| Exercise aim |
Return every line in the entries below where the word "Garraf" shows up.

| Given data |
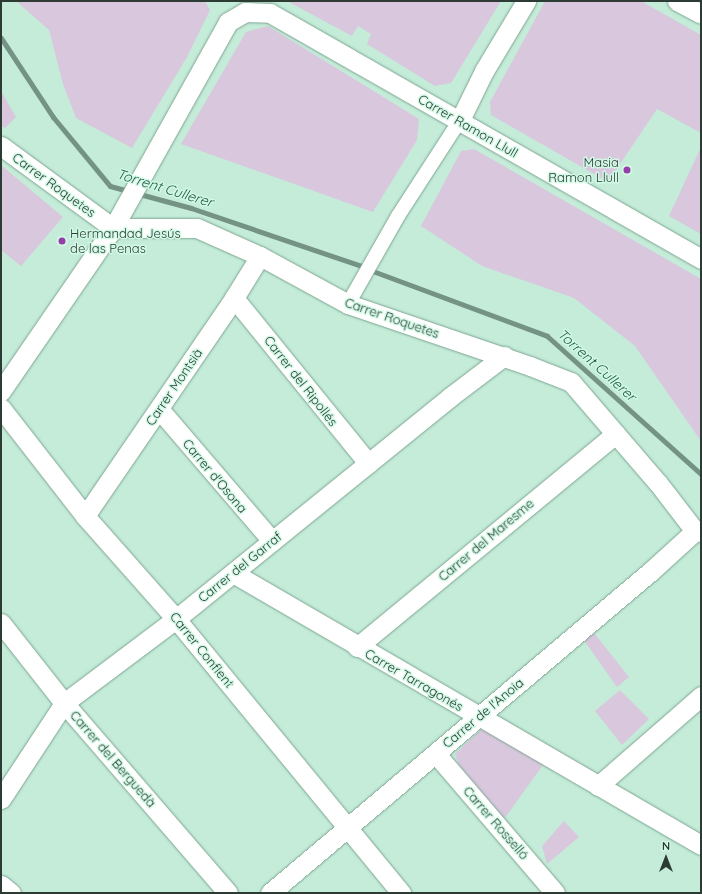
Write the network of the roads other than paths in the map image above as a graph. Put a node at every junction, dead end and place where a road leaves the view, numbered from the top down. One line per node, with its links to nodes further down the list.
1 (526, 1): 5 (street)
2 (677, 1): 4 (street)
3 (243, 5): 5 (street, Carrer Ramon Llull); 7 (street)
4 (701, 14)
5 (460, 120): 9 (street, Carrer Ramon Llull); 11 (street)
6 (1, 146): 7 (street, Carrer Roquetes)
7 (113, 228): 8 (street, Carrer Roquetes); 13 (street)
8 (260, 256): 10 (street, Carrer Montsià); 11 (street, Carrer Roquetes)
9 (701, 259)
10 (234, 298): 15 (street, Carrer Montsià); 17 (street, Carrer del Ripollés)
11 (348, 304): 12 (street, Carrer Roquetes)
12 (504, 356): 16 (street, Carrer Roquetes); 17 (street, Carrer del Garraf)
13 (1, 391)
14 (1, 408): 18 (street, Carrer Conflent)
15 (159, 410): 18 (street, Carrer Montsià); 20 (street, Carrer d'Osona)
16 (615, 434): 19 (street, Carrer Roquetes); 24 (street, Carrer del Maresme)
17 (368, 463): 20 (street, Carrer del Garraf)
18 (85, 516): 22 (street, Carrer Conflent)
19 (698, 532): 27 (street, Carrer de l'Anoia)
20 (272, 541): 21 (street, Carrer del Garraf)
21 (234, 573): 22 (street, Carrer del Garraf); 24 (street, Carrer Tarragonés)
22 (176, 619): 26 (street, Carrer del Garraf); 31 (street, Carrer Conflent)
23 (1, 623): 26 (street, Carrer del Berguedà)
24 (358, 647): 27 (street, Carrer Tarragonés)
25 (701, 696): 29 (street)
26 (64, 702): 30 (street, Carrer del Garraf); 35 (street, Carrer del Berguedà)
27 (478, 717): 28 (street, Carrer de l'Anoia); 29 (street, Carrer Tarragonés)
28 (436, 754): 31 (street, Carrer de l'Anoia); 38 (street, Carrer Rosselló)
29 (598, 786): 32 (street, Carrer Tarragonés)
30 (1, 799)
31 (346, 828): 36 (street, Carrer de l'Anoia); 37 (street, Carrer Conflent)
32 (701, 844)
33 (1, 885): 34 (street)
34 (11, 893)
35 (228, 893)
36 (270, 893)
37 (401, 893)
38 (555, 893)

| Reply to the exercise |
12 (504, 356): 16 (street, Carrer Roquetes); 17 (street, Carrer del Garraf)
17 (368, 463): 20 (street, Carrer del Garraf)
20 (272, 541): 21 (street, Carrer del Garraf)
21 (234, 573): 22 (street, Carrer del Garraf); 24 (street, Carrer Tarragonés)
22 (176, 619): 26 (street, Carrer del Garraf); 31 (street, Carrer Conflent)
26 (64, 702): 30 (street, Carrer del Garraf); 35 (street, Carrer del Berguedà)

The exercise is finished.